The first day in Jerusalem we took a comprehensive guided tour of the old city, although not necessarily all that well organized. Our enthusiastic guide, Dorit, explained tons; everything from the coming of the various Messiahs to the current political situation, with a little about local plant life along the way. We went to all four of the Old City’s quarters, met the Armenian Arch Bishop in a little shop, hung out in all of Jesus’ stops along the Via Dolorosa, saw the Western Wall, where the kids placed notes they had written, saw a bunch of Mosques, one synagogue, and went into a gazillion churches. The number of churches we saw per minute kept increasing in our minds as we subsequently relayed our day’s site seeing to others. We also toured the Western Wall tunnel, which was most excellent thanks to a superb tour guide and really cool archeological work, and we ended with a tour of the Arab Shuk, which was totally cool. At one point during the day we went into a Messianic church, and received a little lecture from a New Yorker turned Jews-for-Jesus. The lecture started out factual, but was followed quickly by a healthy dose of full-on attempted conversion. We got outta there quickly. Of course, it goes without saying that we saw many Roman ruins. At one spot, there was a bunch of highly under-supervised kids, one of whom was whacking at a Roman pillar with a mallet; okay, it was a toy mallet, but still...

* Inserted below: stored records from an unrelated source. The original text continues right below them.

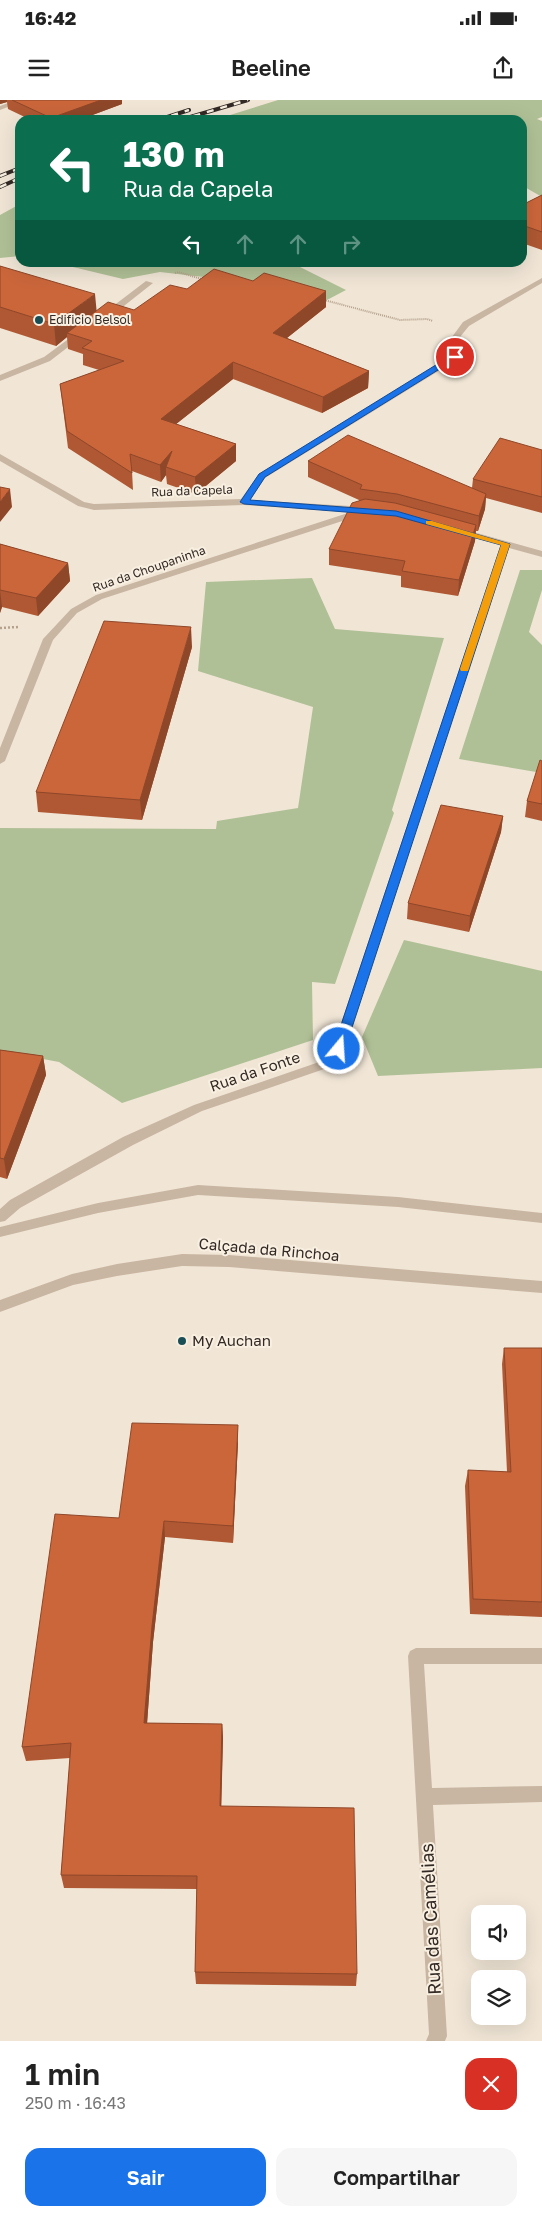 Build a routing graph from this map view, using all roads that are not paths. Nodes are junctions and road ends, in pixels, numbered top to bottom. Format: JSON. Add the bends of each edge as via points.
{"nodes":[{"id":1,"x":23,"y":100,"type":"edge"},
{"id":2,"x":0,"y":108,"type":"edge"},
{"id":3,"x":542,"y":280,"type":"edge"},
{"id":4,"x":149,"y":283,"type":"road end"},
{"id":5,"x":102,"y":318,"type":"edge"},
{"id":6,"x":86,"y":330,"type":"edge"},
{"id":7,"x":0,"y":378,"type":"edge"},
{"id":8,"x":0,"y":458,"type":"edge"},
{"id":9,"x":244,"y":502,"type":"junction"},
{"id":10,"x":372,"y":510,"type":"joint"},
{"id":11,"x":451,"y":529,"type":"edge"},
{"id":12,"x":506,"y":544,"type":"junction"},
{"id":13,"x":542,"y":554,"type":"edge"},
{"id":14,"x":0,"y":761,"type":"edge"},
{"id":15,"x":0,"y":1217,"type":"edge"},
{"id":16,"x":542,"y":1218,"type":"edge"},
{"id":17,"x":0,"y":1232,"type":"edge"},
{"id":18,"x":542,"y":1288,"type":"edge"},
{"id":19,"x":0,"y":1306,"type":"edge"},
{"id":20,"x":542,"y":1656,"type":"edge"},
{"id":21,"x":542,"y":1794,"type":"edge"},
{"id":22,"x":424,"y":1797,"type":"junction"},
{"id":23,"x":435,"y":2041,"type":"edge"}],
"edges":[{"from":1,"to":2,"type":"street"},
{"from":3,"to":9,"type":"street","via":[[466,324],[456,337],[455,357],[262,476]]},
{"from":4,"to":5,"type":"street"},
{"from":6,"to":7,"type":"street","via":[[47,360]]},
{"from":8,"to":9,"type":"street","name":"Rua da Capela","via":[[82,504],[94,507]]},
{"from":9,"to":10,"type":"street","name":"Rua da Capela"},
{"from":10,"to":14,"type":"street","name":"Rua da Choupaninha","via":[[99,597],[74,611],[48,639]]},
{"from":11,"to":12,"type":"street"},
{"from":12,"to":13,"type":"street"},
{"from":12,"to":15,"type":"street","name":"Rua da Fonte","via":[[339,1049],[326,1064],[198,1108],[128,1141],[15,1204]]},
{"from":16,"to":17,"type":"street","via":[[398,1202],[198,1190],[98,1208]]},
{"from":18,"to":19,"type":"street","name":"Calçada da Rinchoa","via":[[229,1261],[182,1260],[72,1280]]},
{"from":20,"to":22,"type":"street","name":"Rua das Camélias","via":[[416,1656]]},
{"from":21,"to":22,"type":"street"},
{"from":22,"to":23,"type":"street","name":"Rua das Camélias","via":[[438,2036]]}]} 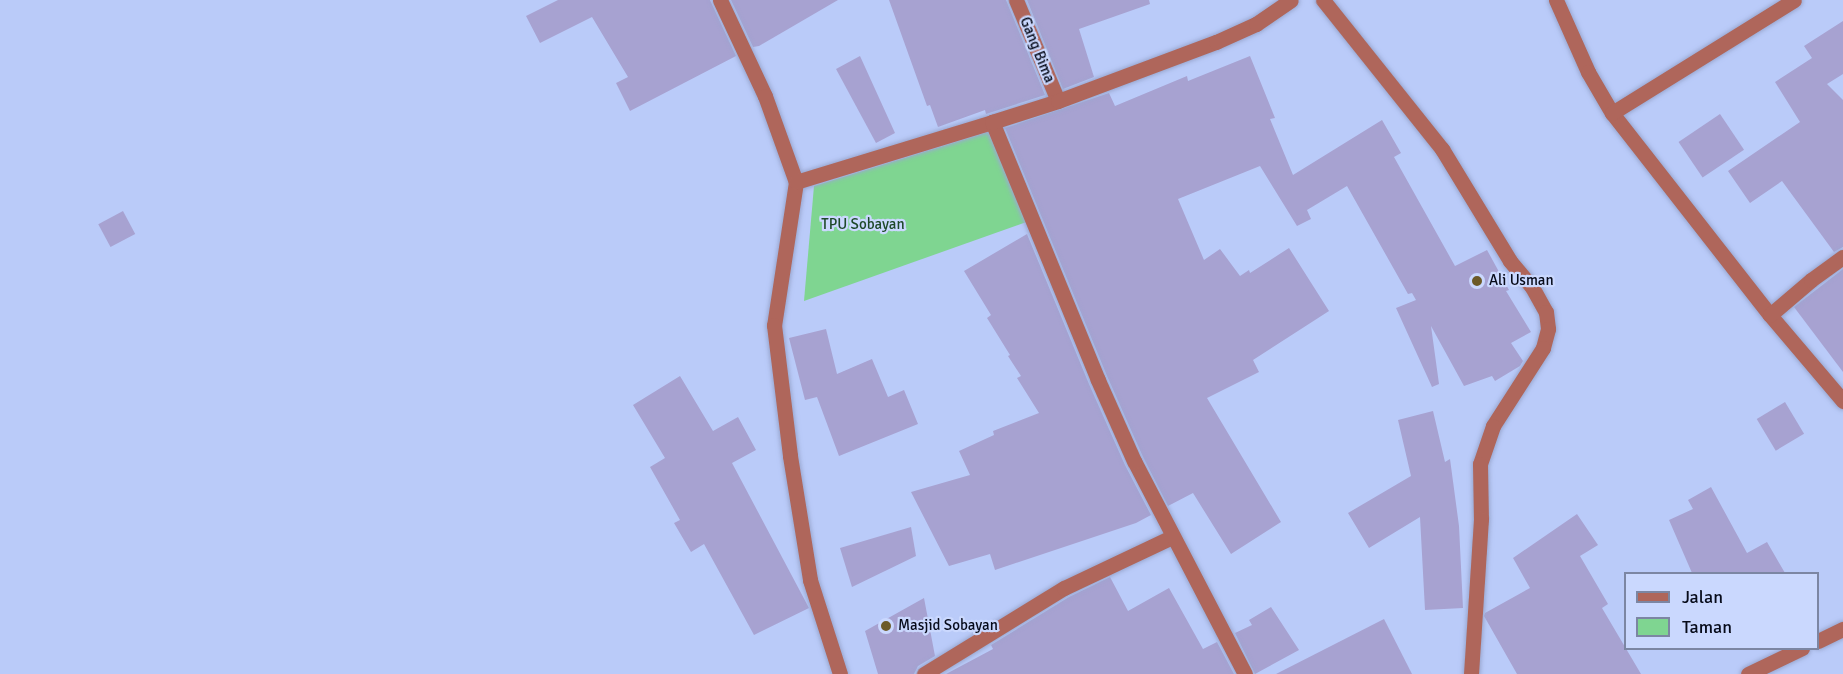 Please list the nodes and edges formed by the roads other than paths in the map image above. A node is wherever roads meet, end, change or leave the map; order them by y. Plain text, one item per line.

That evening we ate at an amazing Armenian restaurant in the Armenian Quarter of the old city. On the English menu they offered pieces of chopped lamp (perhaps they meant lamb?). On our way home from dinner we bumped into Rob’s dad’s cousin Michael and his wife, Sarah, who were in town from Tel Aviv to celebrate their 37th wedding anniversary. In the same block, we next ran into our friends from Toronto, the Newmans, We don’t typically run into as many people we know in downtown Toronto as we did that night in Jersualem!

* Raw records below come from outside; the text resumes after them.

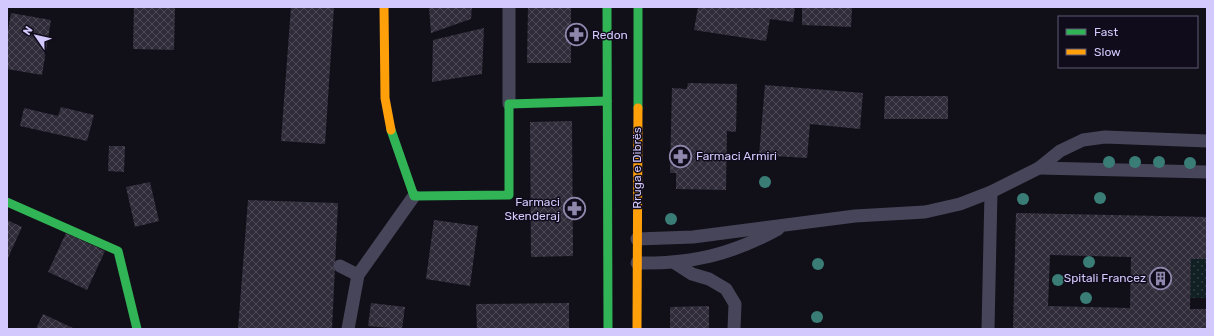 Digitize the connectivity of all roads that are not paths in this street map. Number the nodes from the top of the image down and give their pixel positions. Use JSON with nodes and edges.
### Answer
{"nodes":[{"id":1,"x":384,"y":7,"type":"edge"},
{"id":2,"x":509,"y":7,"type":"edge"},
{"id":3,"x":607,"y":7,"type":"edge"},
{"id":4,"x":638,"y":7,"type":"edge"},
{"id":5,"x":607,"y":101,"type":"junction"},
{"id":6,"x":509,"y":104,"type":"junction"},
{"id":7,"x":1207,"y":141,"type":"edge"},
{"id":8,"x":1039,"y":168,"type":"junction"},
{"id":9,"x":1207,"y":172,"type":"edge"},
{"id":10,"x":991,"y":192,"type":"junction"},
{"id":11,"x":414,"y":196,"type":"junction"},
{"id":12,"x":7,"y":202,"type":"edge"},
{"id":13,"x":785,"y":226,"type":"junction"},
{"id":14,"x":637,"y":239,"type":"junction"},
{"id":15,"x":637,"y":263,"type":"junction"},
{"id":16,"x":675,"y":263,"type":"junction"},
{"id":17,"x":340,"y":266,"type":"dead end"},
{"id":18,"x":358,"y":275,"type":"junction"},
{"id":19,"x":137,"y":329,"type":"edge"},
{"id":20,"x":348,"y":329,"type":"edge"},
{"id":21,"x":608,"y":329,"type":"edge"},
{"id":22,"x":638,"y":329,"type":"edge"},
{"id":23,"x":734,"y":329,"type":"edge"},
{"id":24,"x":988,"y":329,"type":"edge"}],
"edges":[{"from":1,"to":11,"type":"street"},
{"from":2,"to":6,"type":"lane"},
{"from":3,"to":5,"type":"street"},
{"from":4,"to":14,"type":"street","name":"Rruga e Dibrës"},
{"from":5,"to":6,"type":"street"},
{"from":5,"to":21,"type":"street"},
{"from":6,"to":11,"type":"street"},
{"from":7,"to":8,"type":"lane"},
{"from":8,"to":9,"type":"lane"},
{"from":8,"to":10,"type":"lane"},
{"from":10,"to":13,"type":"lane"},
{"from":10,"to":24,"type":"lane"},
{"from":11,"to":18,"type":"lane"},
{"from":12,"to":19,"type":"street"},
{"from":13,"to":14,"type":"lane"},
{"from":13,"to":16,"type":"lane"},
{"from":14,"to":15,"type":"street","name":"Rruga e Dibrës"},
{"from":15,"to":16,"type":"lane"},
{"from":15,"to":22,"type":"street","name":"Rruga e Dibrës"},
{"from":16,"to":23,"type":"lane"},
{"from":17,"to":18,"type":"lane"},
{"from":18,"to":20,"type":"lane"}]}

The next day we had to buy Rob pants. You see, he somehow thought that he could show up at this Bar Mitzvah we were invited to in shorts and a t-shirt. So Diane had to explain to him that he is no longer 12 years old, and that grown men actually dress like grown men when they go to functions. While we waited for his pants to be altered, we ate lunch at Sam Bagel’s, which in the rest of the world is called Sam’s Bagels; one of many interesting alterations to the English language here. While on the topic of alterations in language, the hardest part about reading Hebrew is reading the English words transliterated into Hebrew. The other day, Diane saw a business and said “Oh look, that place is called ‘Disco-net’, I guess you can dance and go on the computer there!” It turns out it was really a bank called ‘Discount’ (both look the same when written with Hebrew letters). At the end of that day, we visited the museum of Islamic art, which is in the neighborhood we’re staying in. The first exhibit we went to could have been called Islam for dummies; it was very basic. But the exhibit on swords, shields, and armour, from the Persian and Ottoman empires was very cool. That evening we had Shabbat dinner at our friends’ Lee and Shira, who graciously answered about a million questions that we had been saving up for them on Israeli politics, army duty for Orthodox Jews, and so on.

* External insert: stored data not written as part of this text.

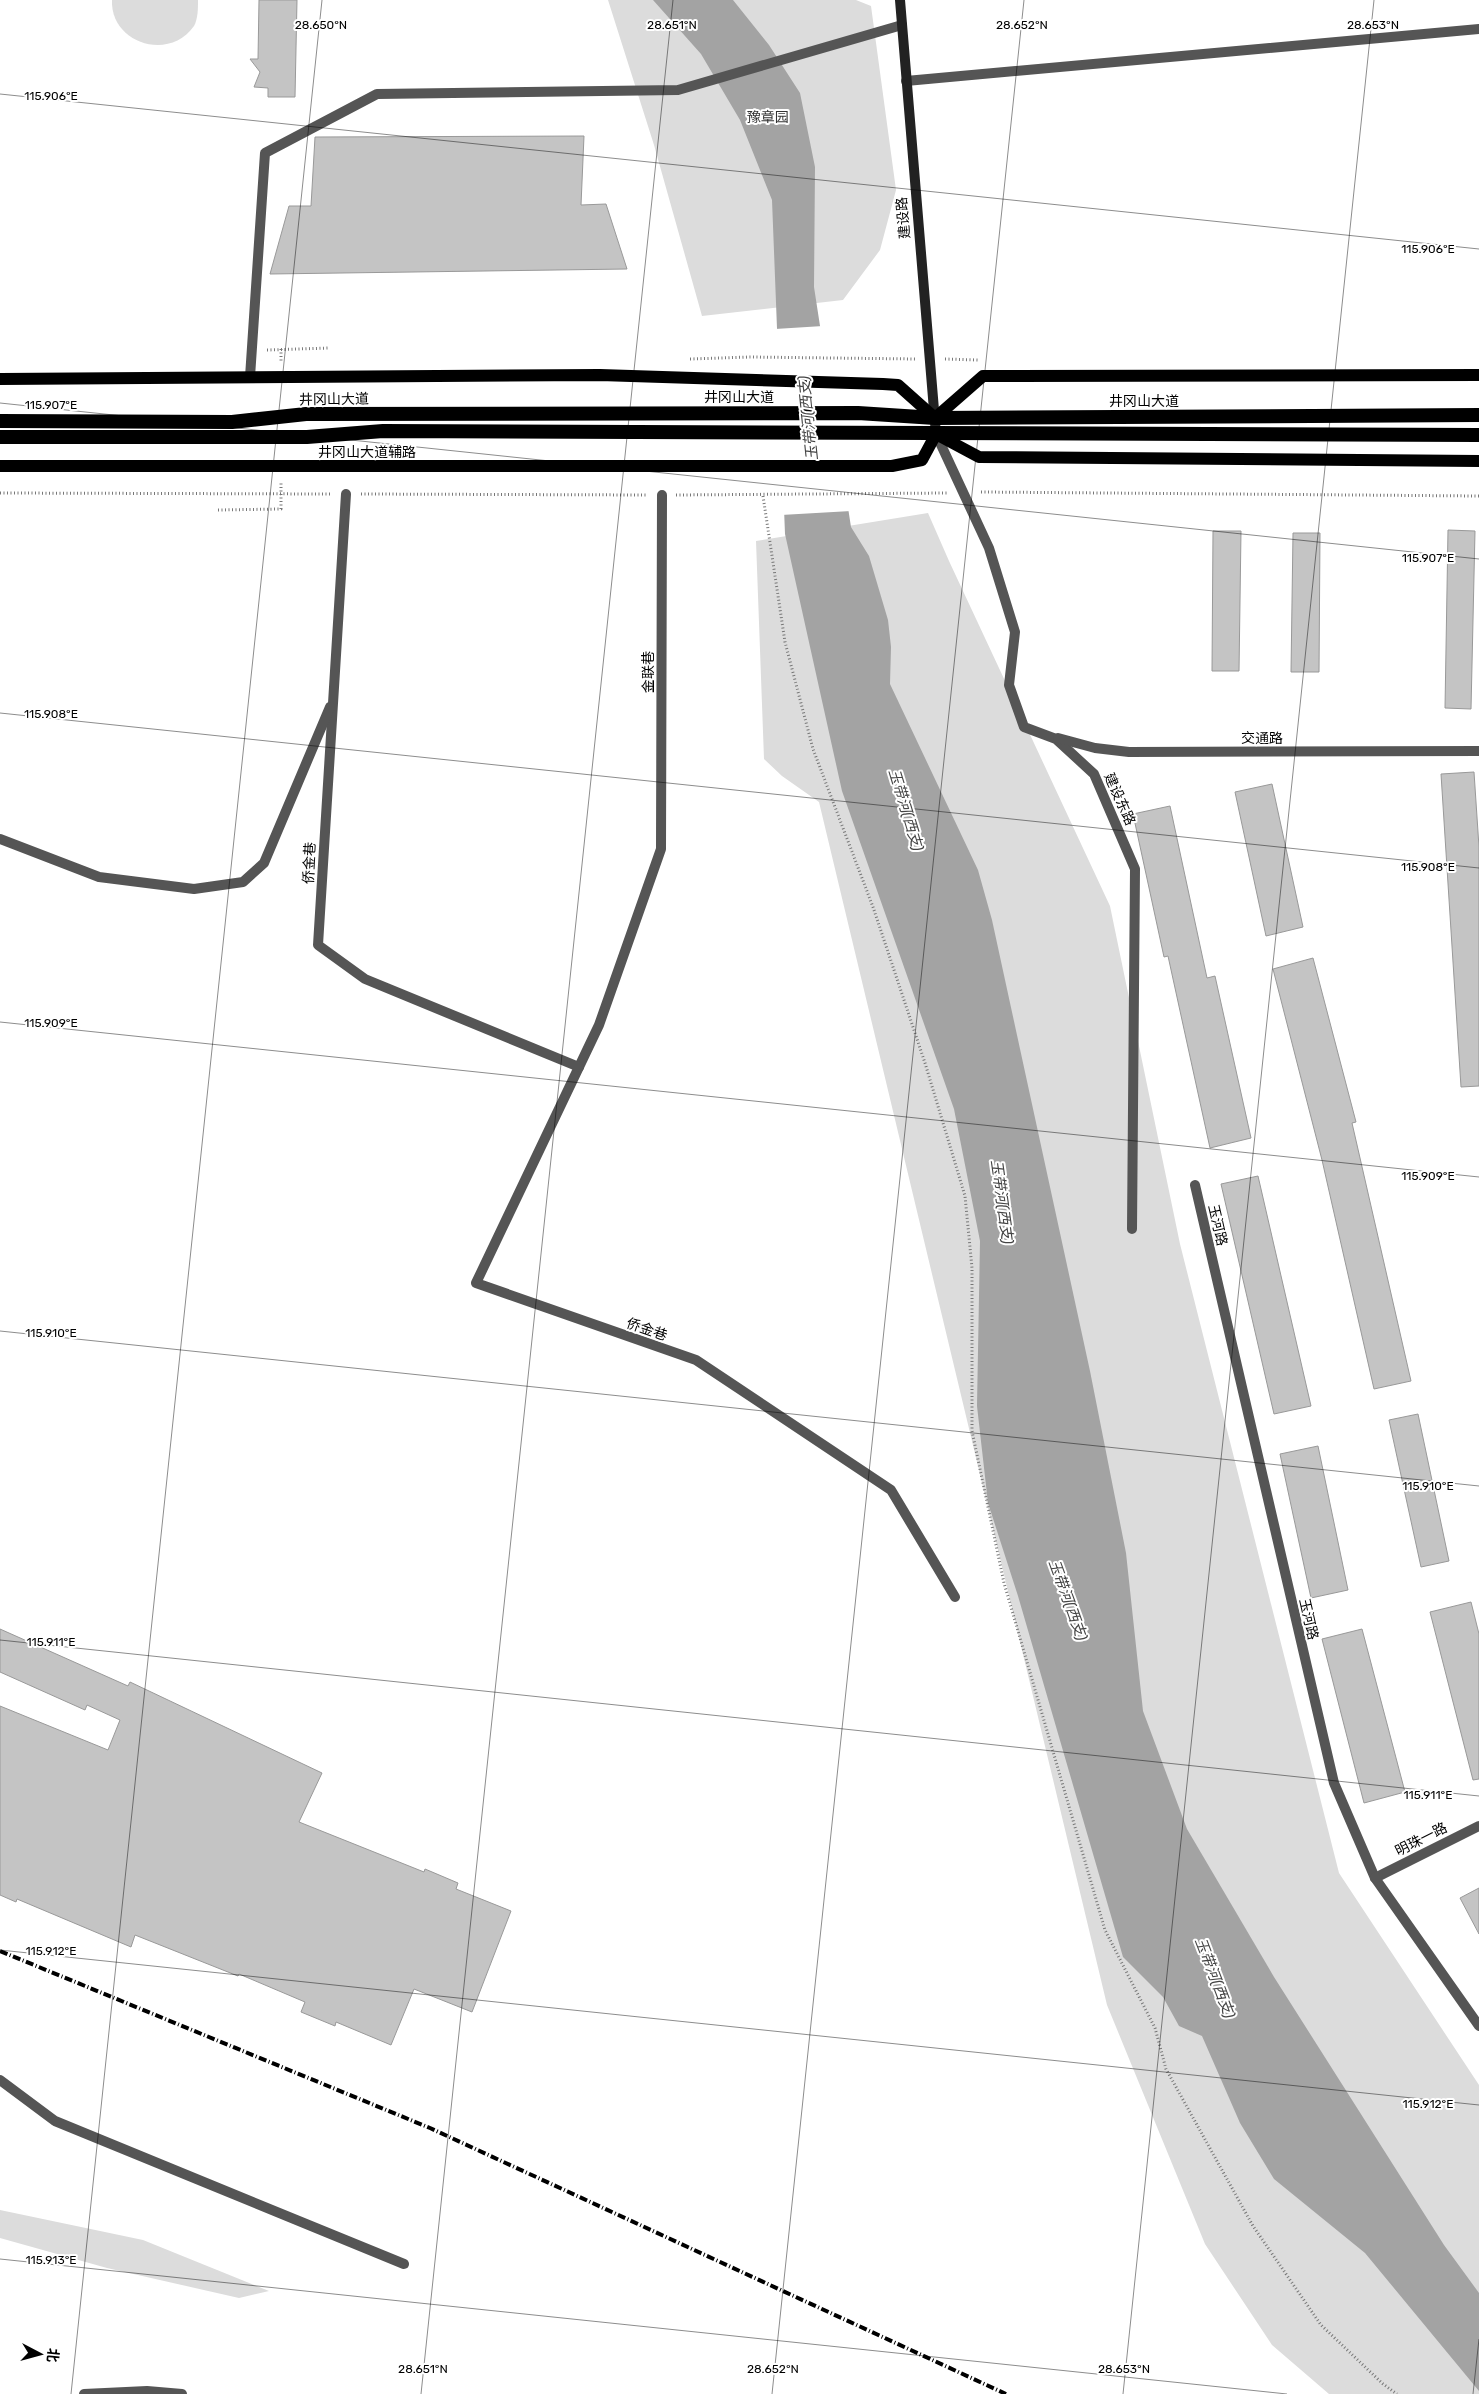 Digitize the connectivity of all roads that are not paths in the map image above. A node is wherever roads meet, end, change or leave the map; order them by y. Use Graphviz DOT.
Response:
graph roads {
  1 [pos="900,0"];
  2 [pos="902,25"];
  3 [pos="1479,29"];
  4 [pos="906,81"];
  5 [pos="1479,375"];
  6 [pos="250,377"];
  7 [pos="0,379"];
  8 [pos="1479,415"];
  9 [pos="935,418"];
  10 [pos="0,421"];
  11 [pos="936,434"];
  12 [pos="1479,435"];
  13 [pos="0,437"];
  14 [pos="1479,461"];
  15 [pos="0,466"];
  16 [pos="346,494"];
  17 [pos="662,495"];
  18 [pos="333,699"];
  19 [pos="1047,736"];
  20 [pos="1479,751"];
  21 [pos="0,839"];
  22 [pos="661,849"];
  23 [pos="579,1067"];
  24 [pos="1195,1185"];
  25 [pos="1132,1229"];
  26 [pos="955,1597"];
  27 [pos="1479,1826"];
  28 [pos="1375,1878"];
  29 [pos="1479,2026"];
  30 [pos="0,2080"];
  31 [pos="404,2264"];
  32 [pos="84,2394"];
  33 [pos="182,2394"];
  1 -- 2 [label="main road, 建设路"];
  2 -- 4 [label="main road, 建设路"];
  2 -- 6 [label="street"];
  3 -- 4 [label="street"];
  4 -- 9 [label="main road, 建设路"];
  5 -- 9 [label="main road"];
  6 -- 7 [label="main road"];
  6 -- 9 [label="main road"];
  8 -- 9 [label="highway, 井冈山大道"];
  9 -- 10 [label="highway, 井冈山大道"];
  9 -- 11 [label="main road, 建设路"];
  11 -- 12 [label="highway"];
  11 -- 13 [label="highway"];
  11 -- 14 [label="main road"];
  11 -- 15 [label="main road, 井冈山大道辅路"];
  11 -- 19 [label="street, 建设东路"];
  16 -- 18 [label="street, 侨金巷"];
  17 -- 22 [label="street, 金联巷"];
  18 -- 21 [label="street"];
  18 -- 23 [label="street, 侨金巷"];
  19 -- 20 [label="street, 交通路"];
  19 -- 25 [label="street, 建设东路"];
  22 -- 23 [label="street, 侨金巷"];
  23 -- 26 [label="street, 侨金巷"];
  24 -- 28 [label="street, 玉河路"];
  27 -- 28 [label="street, 明珠一路"];
  28 -- 29 [label="street, 玉河路"];
  30 -- 31 [label="street"];
  32 -- 33 [label="street"];
}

Saturday morning we took a walking tour of the new city of Jerusalem, offered by the city. This time, our tour guide was less than desirable - speaking in a monotonous, quiet and uninspiring manner. He was far more organized, however. It’s amazing that the city of Jerusalem is this ancient ancient place, and yet the modern city only began in 1860. After the tour and a quick brown bag lunch, we went to watch a time elevator movie. Time-elevator is a company that makes video experiences for ancient cities. They take you back in time thousands of years, teach you the history in an animated way. All the actors were dubbed into English, including a 14-year-old boy who had the misfortune of having a woman dub his voice; he sort of sounded like he was on helium. For the afternoon we went to the Newman’s, grazed and hung out with them until the end of Shabbat. It was so fun, and we rolled out of there at the end of the evening.

The Newmans have a nephew named Ilan who has a vast amount of knowledge about the history of Jerusalem. On Sunday, he took us on a wonderful tour of the rooftops of the old city. We learned a lot about the current situations in Israel, as well as a ton of historical information. After having taken three tours of the city of Jerusalem, we feel as though we have barely scratched the surface of this incredible city. We then took a tour of the City of David, just south-east of the old city. This tour goes through underground tunnels that used to be the water system for the city of David, 2700 years ago. During the entire walk through the tunnel, we were submerged in water up to our thighs. The enthusiastic tour guide kept turning around to explain stuff to us. Since the tunnel was very thin, we all had to walk in single file, and so every time he would tell us something, we would have to relay it back to the people behind us who then told the people behind them, and so on. It was like a real life version of broken telephone. We figured that when he told us there were calcium deposits on the wall of the tunnel, by the time the last person heard it, they would think that’s where you can make bank deposits.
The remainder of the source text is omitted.